- _GOAL OF THE EXERCISE_:
Restate the data exactly as given and keep the pictures out.

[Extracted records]
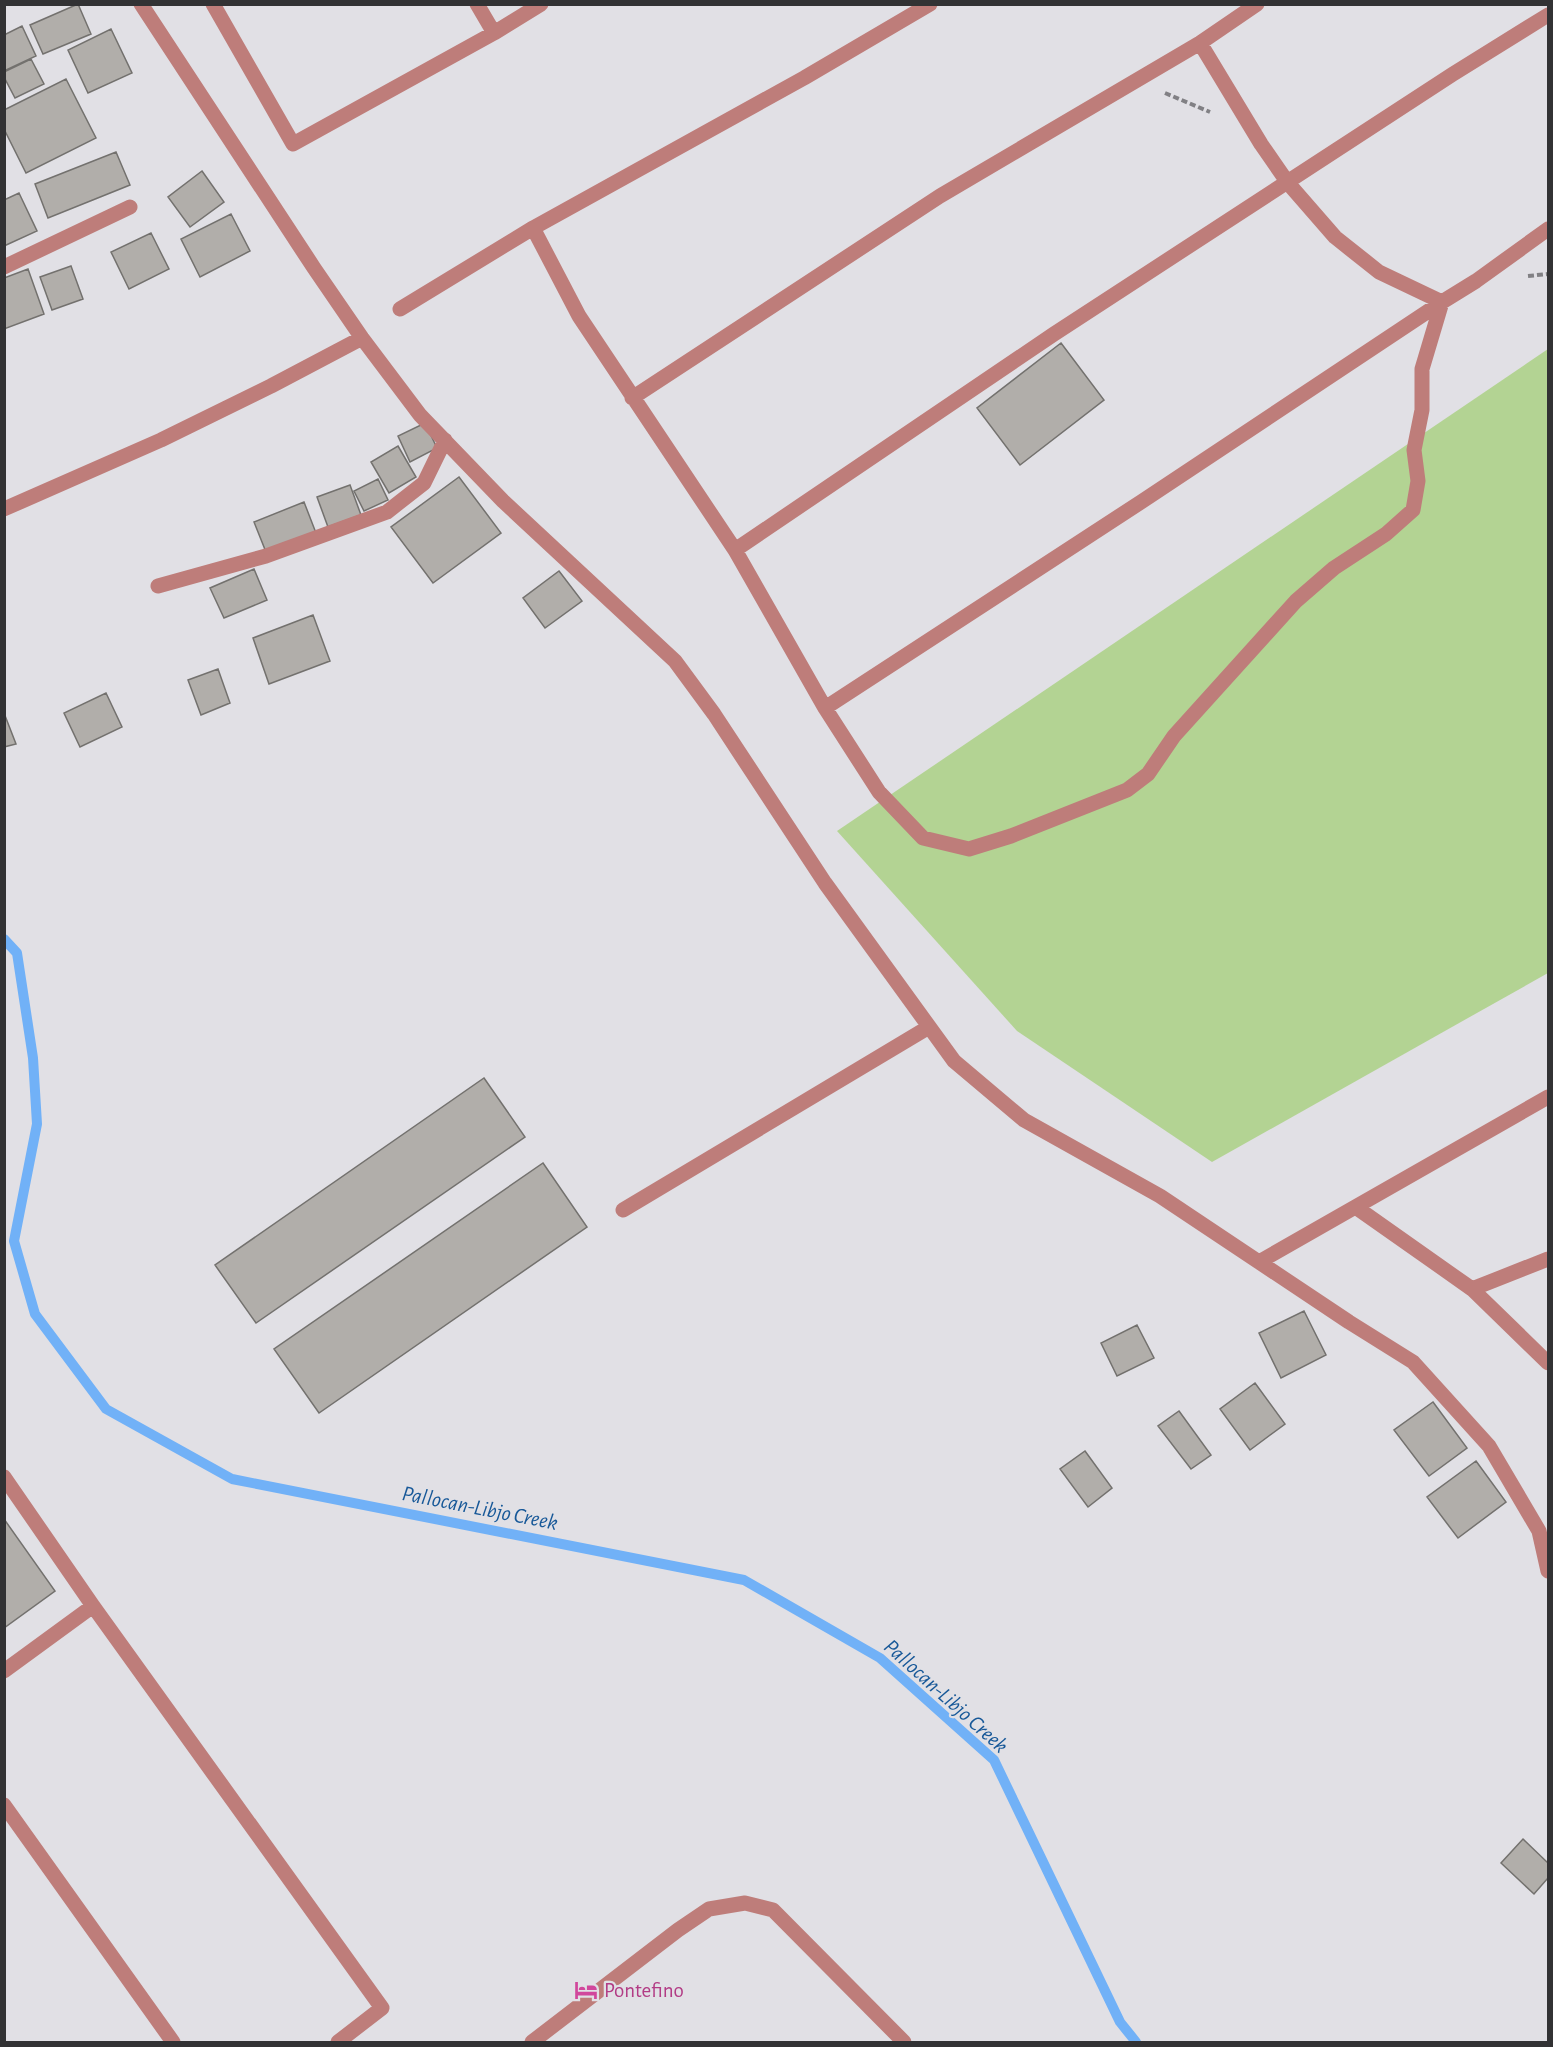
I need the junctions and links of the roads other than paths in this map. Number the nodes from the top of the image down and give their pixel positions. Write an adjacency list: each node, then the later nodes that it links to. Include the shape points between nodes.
1 (141, 4): 17 (street)
2 (213, 4): 8 (street, via 293,144)
3 (477, 4): 8 (street)
4 (541, 4): 8 (street)
5 (930, 4): 12 (street)
6 (1257, 4): 9 (street)
7 (1548, 15): 10 (street)
8 (494, 33)
9 (1200, 44): 10 (street); 18 (street, via 940,196)
10 (1288, 183): 15 (street, via 1335,237 1379,272); 21 (street, via 1054,334)
11 (130, 207): 14 (street)
12 (532, 228): 16 (street); 18 (street, via 579,316)
13 (1548, 229): 15 (street)
14 (4, 267)
15 (1442, 302): 23 (street); 23 (street, via 1422,369 1422,410 1414,450 1418,481 1413,510 1296,601 1174,736 1148,774 1127,790 969,849 922,838 879,792)
16 (400, 309)
17 (362, 338): 19 (street, via 420,415); 20 (street, via 161,440)
18 (632, 398): 21 (street)
19 (445, 440): 22 (street, via 424,483 387,512 266,556); 24 (street, via 503,501 675,661 825,883)
20 (4, 509)
21 (735, 550): 23 (street)
22 (158, 586)
23 (825, 708)
24 (929, 1027): 27 (street); 29 (street, via 954,1061 1024,1120 1160,1196)
25 (1548, 1097): 26 (street)
26 (1357, 1208): 29 (street); 30 (street)
27 (623, 1210)
28 (1548, 1259): 30 (street)
29 (1259, 1262): 33 (street, via 1413,1362 1489,1446 1539,1530)
30 (1472, 1289): 31 (street)
31 (1548, 1363)
32 (4, 1477): 34 (street)
33 (1548, 1571)
34 (93, 1606): 35 (street); 38 (street, via 382,2008)
35 (4, 1671)
36 (4, 1805): 37 (street)
37 (173, 2043)
38 (338, 2043)
39 (532, 2043): 40 (street, via 709,1909 745,1903 773,1910)
40 (904, 2043)

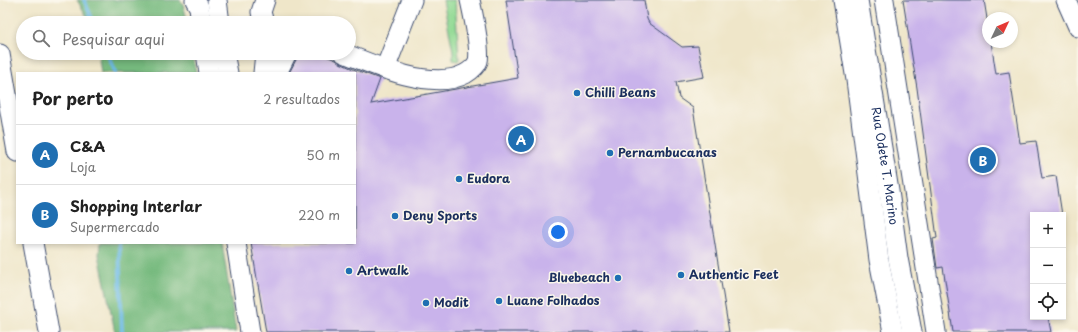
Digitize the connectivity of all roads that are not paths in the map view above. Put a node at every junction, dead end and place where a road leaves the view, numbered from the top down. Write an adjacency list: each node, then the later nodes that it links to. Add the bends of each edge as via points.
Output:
1 (195, 0): 11 (street)
2 (217, 0): 12 (street)
3 (265, 0): 13 (street)
4 (412, 0): 23 (street)
5 (464, 0): 16 (street)
6 (470, 0): 16 (street)
7 (1066, 0): 10 (street); 14 (street)
8 (854, 2): 9 (street); 31 (street, Rua Odete T. Marino); 36 (street, Rua Odete T. Marino, via 856,80 879,260)
9 (885, 8): 30 (street)
10 (1078, 12)
11 (200, 16)
12 (219, 16)
13 (262, 16)
14 (1078, 27)
15 (356, 50): 23 (street)
16 (476, 53): 23 (street, via 468,62 455,67 424,69)
17 (0, 54): 29 (street)
18 (356, 56): 23 (street)
19 (207, 60): 24 (street)
20 (225, 60): 25 (street)
21 (264, 60): 26 (street)
22 (284, 60): 27 (street)
23 (387, 65)
24 (209, 72)
25 (228, 72)
26 (262, 72)
27 (278, 72)
28 (0, 112): 29 (street)
29 (16, 143)
30 (911, 171): 31 (street); 38 (street)
31 (889, 191): 37 (street, Rua Odete T. Marino)
32 (33, 244): 34 (street)
33 (236, 244): 35 (street)
34 (49, 332)
35 (250, 332)
36 (893, 332)
37 (912, 332)
38 (936, 332)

- _ANSWER TO THIS TASK_:
I need the junctions and links of the roads other than paths in this map. Number the nodes from the top of the image down and give their pixel positions. Write an adjacency list: each node, then the later nodes that it links to. Include the shape points between nodes.
1 (141, 4): 17 (street)
2 (213, 4): 8 (street, via 293,144)
3 (477, 4): 8 (street)
4 (541, 4): 8 (street)
5 (930, 4): 12 (street)
6 (1257, 4): 9 (street)
7 (1548, 15): 10 (street)
8 (494, 33)
9 (1200, 44): 10 (street); 18 (street, via 940,196)
10 (1288, 183): 15 (street, via 1335,237 1379,272); 21 (street, via 1054,334)
11 (130, 207): 14 (street)
12 (532, 228): 16 (street); 18 (street, via 579,316)
13 (1548, 229): 15 (street)
14 (4, 267)
15 (1442, 302): 23 (street); 23 (street, via 1422,369 1422,410 1414,450 1418,481 1413,510 1296,601 1174,736 1148,774 1127,790 969,849 922,838 879,792)
16 (400, 309)
17 (362, 338): 19 (street, via 420,415); 20 (street, via 161,440)
18 (632, 398): 21 (street)
19 (445, 440): 22 (street, via 424,483 387,512 266,556); 24 (street, via 503,501 675,661 825,883)
20 (4, 509)
21 (735, 550): 23 (street)
22 (158, 586)
23 (825, 708)
24 (929, 1027): 27 (street); 29 (street, via 954,1061 1024,1120 1160,1196)
25 (1548, 1097): 26 (street)
26 (1357, 1208): 29 (street); 30 (street)
27 (623, 1210)
28 (1548, 1259): 30 (street)
29 (1259, 1262): 33 (street, via 1413,1362 1489,1446 1539,1530)
30 (1472, 1289): 31 (street)
31 (1548, 1363)
32 (4, 1477): 34 (street)
33 (1548, 1571)
34 (93, 1606): 35 (street); 38 (street, via 382,2008)
35 (4, 1671)
36 (4, 1805): 37 (street)
37 (173, 2043)
38 (338, 2043)
39 (532, 2043): 40 (street, via 709,1909 745,1903 773,1910)
40 (904, 2043)

Digitize the connectivity of all roads that are not paths in the map view above. Put a node at every junction, dead end and place where a road leaves the view, numbered from the top down. Write an adjacency list: each node, then the later nodes that it links to. Add the bends of each edge as via points.
Output:
1 (195, 0): 11 (street)
2 (217, 0): 12 (street)
3 (265, 0): 13 (street)
4 (412, 0): 23 (street)
5 (464, 0): 16 (street)
6 (470, 0): 16 (street)
7 (1066, 0): 10 (street); 14 (street)
8 (854, 2): 9 (street); 31 (street, Rua Odete T. Marino); 36 (street, Rua Odete T. Marino, via 856,80 879,260)
9 (885, 8): 30 (street)
10 (1078, 12)
11 (200, 16)
12 (219, 16)
13 (262, 16)
14 (1078, 27)
15 (356, 50): 23 (street)
16 (476, 53): 23 (street, via 468,62 455,67 424,69)
17 (0, 54): 29 (street)
18 (356, 56): 23 (street)
19 (207, 60): 24 (street)
20 (225, 60): 25 (street)
21 (264, 60): 26 (street)
22 (284, 60): 27 (street)
23 (387, 65)
24 (209, 72)
25 (228, 72)
26 (262, 72)
27 (278, 72)
28 (0, 112): 29 (street)
29 (16, 143)
30 (911, 171): 31 (street); 38 (street)
31 (889, 191): 37 (street, Rua Odete T. Marino)
32 (33, 244): 34 (street)
33 (236, 244): 35 (street)
34 (49, 332)
35 (250, 332)
36 (893, 332)
37 (912, 332)
38 (936, 332)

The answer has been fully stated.